I listen to classical music while exercising. I do a set, then I rest, do another set, rest, etc. I don't see what the type of music has to do with my performance. I'm not exercising in time to a beat.

While I don't listen to music while exercising out of doors, I wouldn't pedal according to a beat, either. Perhaps a fast beat might positively affect my jogging pace, but it could as easily slow me down, too, if the beat was slower than my pace.

What do you think?


----------



## GreenMamba (Oct 14, 2012)

Exorcising, yes. Exercising, not for me. 

I don't like listening to anything when I jog. I have problems with the beat temp, as you say, plus I like just listening to the outdoors.


----------



## Ingélou (Feb 10, 2013)

I do some mild stretching exercises when I get up and have found baroque allegro pieces to be absolutely fine, though the best is medieval dance music. No point in exercising to modern-pounding-beat stuff if you don't like it! Classical music that you love is more likely to keep you going, and probably lasts longer too. Wow, what a strong circulation you'll have!


----------



## PetrB (Feb 28, 2012)

Like Greenmamba, I am, I suppose, against 'using' music for all these other purposes which are commonplace, having begun with the first walkman, and the following generation of portable players. If I was listening to music on the street, walking about, exercising, I would be distracted, leading to being hit by a car, or if exercising, literally "not listening to my body."

I think it is personal drive that gets those exercising to transcend their current limits, and the music they may incidentally use as their 'workout soundtrack' has little, if not absolutely _nothing,_ to do with it -- i.e. I think that is pretty much the fact about anyone pushing their current limit in any discipline, about any goal. *Drive and driven don't come from any external place*; trappings around drive are just trappings, and may be different from one individual to the next.
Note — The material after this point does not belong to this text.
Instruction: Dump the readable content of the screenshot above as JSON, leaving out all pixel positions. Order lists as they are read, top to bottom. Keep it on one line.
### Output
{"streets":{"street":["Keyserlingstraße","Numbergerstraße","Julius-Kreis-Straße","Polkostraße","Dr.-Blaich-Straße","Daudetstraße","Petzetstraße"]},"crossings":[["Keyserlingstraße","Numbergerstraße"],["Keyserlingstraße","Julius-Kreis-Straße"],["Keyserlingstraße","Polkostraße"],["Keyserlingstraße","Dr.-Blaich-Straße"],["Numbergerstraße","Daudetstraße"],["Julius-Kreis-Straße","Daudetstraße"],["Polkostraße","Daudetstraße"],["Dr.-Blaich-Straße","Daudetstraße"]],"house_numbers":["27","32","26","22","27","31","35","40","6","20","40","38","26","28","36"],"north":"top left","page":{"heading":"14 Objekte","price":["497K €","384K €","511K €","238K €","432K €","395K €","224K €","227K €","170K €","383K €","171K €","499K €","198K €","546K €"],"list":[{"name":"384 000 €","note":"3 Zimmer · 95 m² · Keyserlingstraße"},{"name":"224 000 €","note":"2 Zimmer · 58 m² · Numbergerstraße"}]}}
[Add: the above is why I think that over 90% of 'motivational' programs being promoted and sold amount to a hoax. I would grant that for the right person just a suggestion coming from such a program might be enough to awaken their inner daemon which leads to being aware of their internal drive, but if you think about it, if it does not come from inside there is no locating it by shelling out for a motivational seminar or some such  ]


----------



## Ingélou (Feb 10, 2013)

Military music has a long history in promoting stamina and fitness, not to mention the skirling of the pipes heightening courage. Classical music certainly can get the adrenaline going - look at its use as incidental music. 
I used to listen to music while doing household jobs and it kept me going well, and the house looked nice afterwards.
It's best not to listen to music that you 'revere', because that would spoil it, and might take your mind off your physical tasks. 
Horses for courses.


----------



## mirepoix (Feb 1, 2014)

Depending on your goals things like rep cadence and all that can be important and music might influence that. But for most of us it isn't. I think people have simply watched too many 'Rocky' movies. 
Having said that, if anyone feels that classical or any type of music helps them in some way during their workout, then go for it. Just don't get distracted, because weights can be heavy and roads can be busy.
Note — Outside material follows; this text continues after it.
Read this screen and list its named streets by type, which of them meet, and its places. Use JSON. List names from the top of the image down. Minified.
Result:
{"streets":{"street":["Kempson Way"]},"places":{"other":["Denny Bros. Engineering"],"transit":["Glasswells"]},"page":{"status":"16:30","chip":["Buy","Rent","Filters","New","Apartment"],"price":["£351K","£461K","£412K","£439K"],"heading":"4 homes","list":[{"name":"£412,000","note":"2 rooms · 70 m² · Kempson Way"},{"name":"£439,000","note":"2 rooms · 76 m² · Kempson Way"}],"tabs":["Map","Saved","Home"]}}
(Also, Rocky movies are mindless fun)


----------



## Posie (Aug 18, 2013)

Some Mozart pieces are great for a light cardio session, happy and bouncy with a clear rhythm. However, when I'm trying to keep my heart rate at 190 for 45 minutes, classical music of any kind just doesn't do it for me; I have to stay with high-voltage pop music.

For strength training, I can listen to anything, but I prefer the heavy rock with catchy guitar riffs. 
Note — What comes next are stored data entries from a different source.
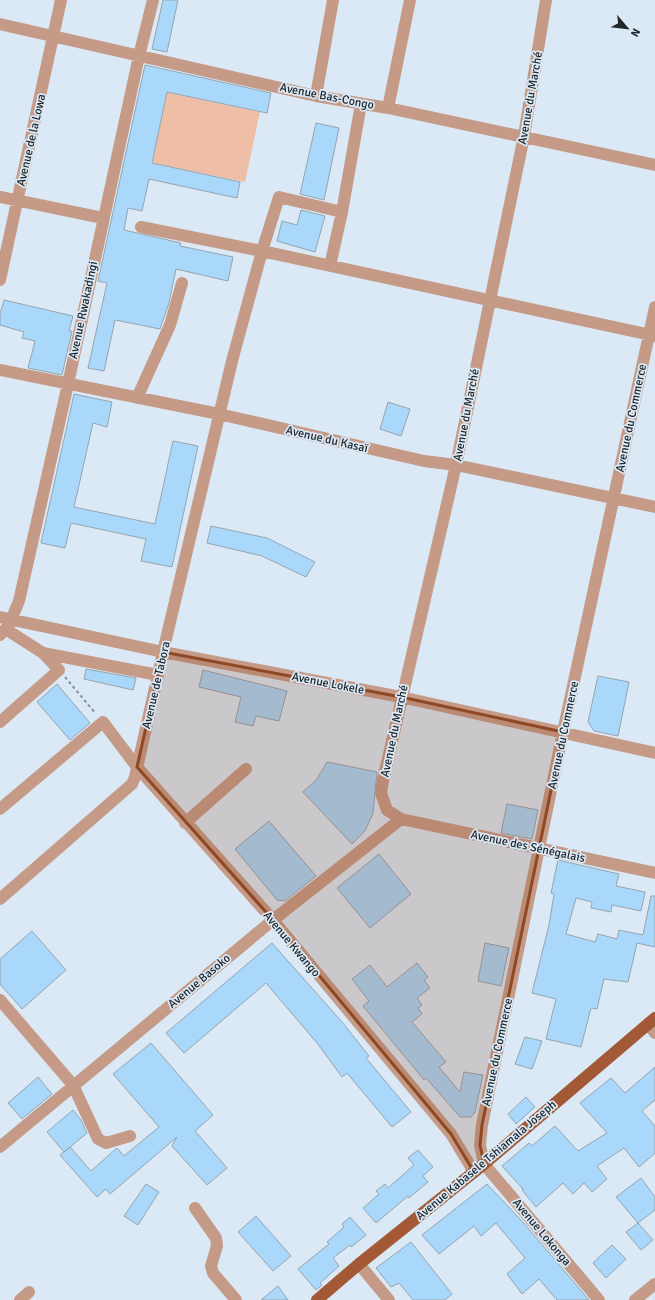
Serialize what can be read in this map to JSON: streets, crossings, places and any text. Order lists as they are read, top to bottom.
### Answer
{
  "streets": {
    "main road": ["Avenue Kabasele Tshiamala Joseph"],
    "street": [
      "Avenue Bas-Congo",
      "Avenue du Marché",
      "Avenue de la Lowa",
      "Avenue Rwakadingi",
      "Avenue du Commerce",
      "Avenue du Kasaï",
      "Avenue Lokele",
      "Avenue de Tabora",
      "Avenue des Sénégalais",
      "Avenue Kwango",
      "Avenue Basoko",
      "Avenue Lokonga"
    ]
  },
  "crossings": [
    ["Avenue Bas-Congo", "Avenue du Marché"],
    ["Avenue Bas-Congo", "Avenue de la Lowa"],
    ["Avenue Bas-Congo", "Avenue Rwakadingi"],
    ["Avenue du Marché", "Avenue du Kasaï"],
    ["Avenue du Marché", "Avenue Lokele"],
    ["Avenue du Marché", "Avenue des Sénégalais"],
    ["Avenue du Marché", "Avenue Basoko"],
    ["Avenue Rwakadingi", "Avenue du Kasaï"],
    ["Avenue Rwakadingi", "Avenue Lokele"],
    ["Avenue du Commerce", "Avenue du Kasaï"],
    ["Avenue du Commerce", "Avenue Lokele"],
    ["Avenue du Commerce", "Avenue des Sénégalais"],
    ["Avenue du Commerce", "Avenue Kabasele Tshiamala Joseph"],
    ["Avenue du Commerce", "Avenue Lokonga"],
    ["Avenue du Kasaï", "Avenue de Tabora"],
    ["Avenue Lokele", "Avenue de Tabora"],
    ["Avenue de Tabora", "Avenue Kwango"],
    ["Avenue des Sénégalais", "Avenue Basoko"],
    ["Avenue Kwango", "Avenue Basoko"],
    ["Avenue Kwango", "Avenue Kabasele Tshiamala Joseph"],
    ["Avenue Kabasele Tshiamala Joseph", "Avenue Lokonga"]
  ],
  "north": "bottom right"
}
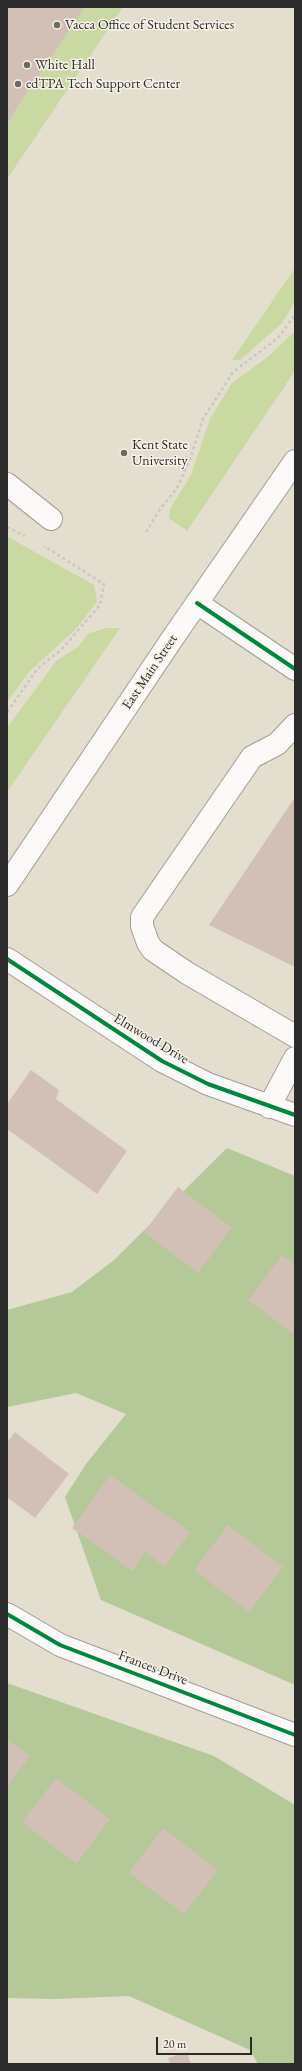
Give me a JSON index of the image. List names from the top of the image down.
{
  "streets": {
    "street": ["East Main Street", "Elmwood Drive", "Frances Drive"]
  },
  "places": [
    "Vacca Office of Student Services",
    "White Hall",
    "edTPA Tech Support Center",
    "Kent State University"
  ],
  "scale_bar": "20 m"
}
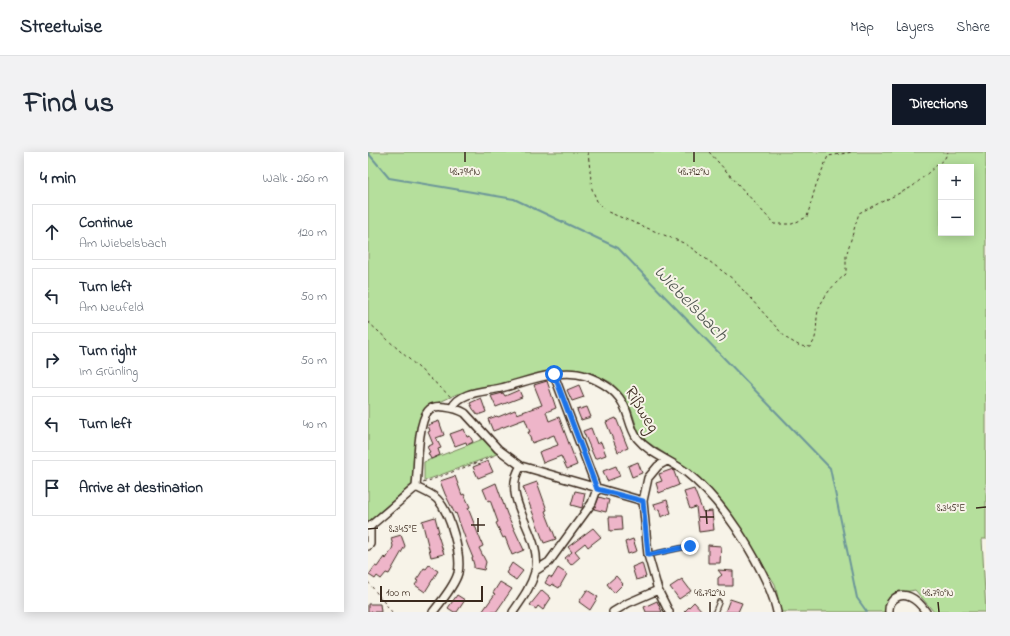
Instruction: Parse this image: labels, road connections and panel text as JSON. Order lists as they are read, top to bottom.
{
  "streets": {
    "street": ["Rißweg"]
  },
  "water": ["Wiebelsbach"],
  "scale_bar": "100 m",
  "page": {
    "header": "Streetwise",
    "nav": ["Map", "Layers", "Share"],
    "title": "Find us",
    "buttons": "Directions",
    "heading": ["4 min", "Walk · 260 m"],
    "map_buttons": ["+", "−"],
    "list": [
      ["Continue", "Am Wiebelsbach", "120 m"],
      ["Turn left", "Am Neufeld", "50 m"],
      ["Turn right", "Im Grünling", "50 m"],
      ["Turn left", "40 m"],
      "Arrive at destination"
    ],
    "scale": "100 m"
  },
  "coordinates": [
    "48.794°N",
    "48.792°N",
    "8.345°E",
    "48.790°N"
  ]
}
Chopin and Debussy are great for yoga.


----------



## Cheyenne (Aug 6, 2012)

All my peers listen to music while cycling to school, but I prefer listening to the sounds of nature around me. (I kid: I hear only loud cars and yelling school-kids.) The only activity which I do accompanied by music is vacuum cleaning -- I simply can't stand the sound of a vacuum cleaner, so I filter out the sound with music. 

I do occasionally do.. inadvertent exercises when I blast the finale of, say, Bruckner's 8th symphony through the speakers. Let's say they inspire one with great energy and air-conducting extravaganzas! :lol: As for exercise..? Well, "Push it to the limit", "Fighting the World" -- who knows? Maybe one of Beethoven's overtures?


----------



## Blake (Nov 6, 2013)

I usually jog to music that has a 'pop' groove to it... I couldn't imaging working out to Bach, Mozart, Mahler, Bartok, Feldman, etc...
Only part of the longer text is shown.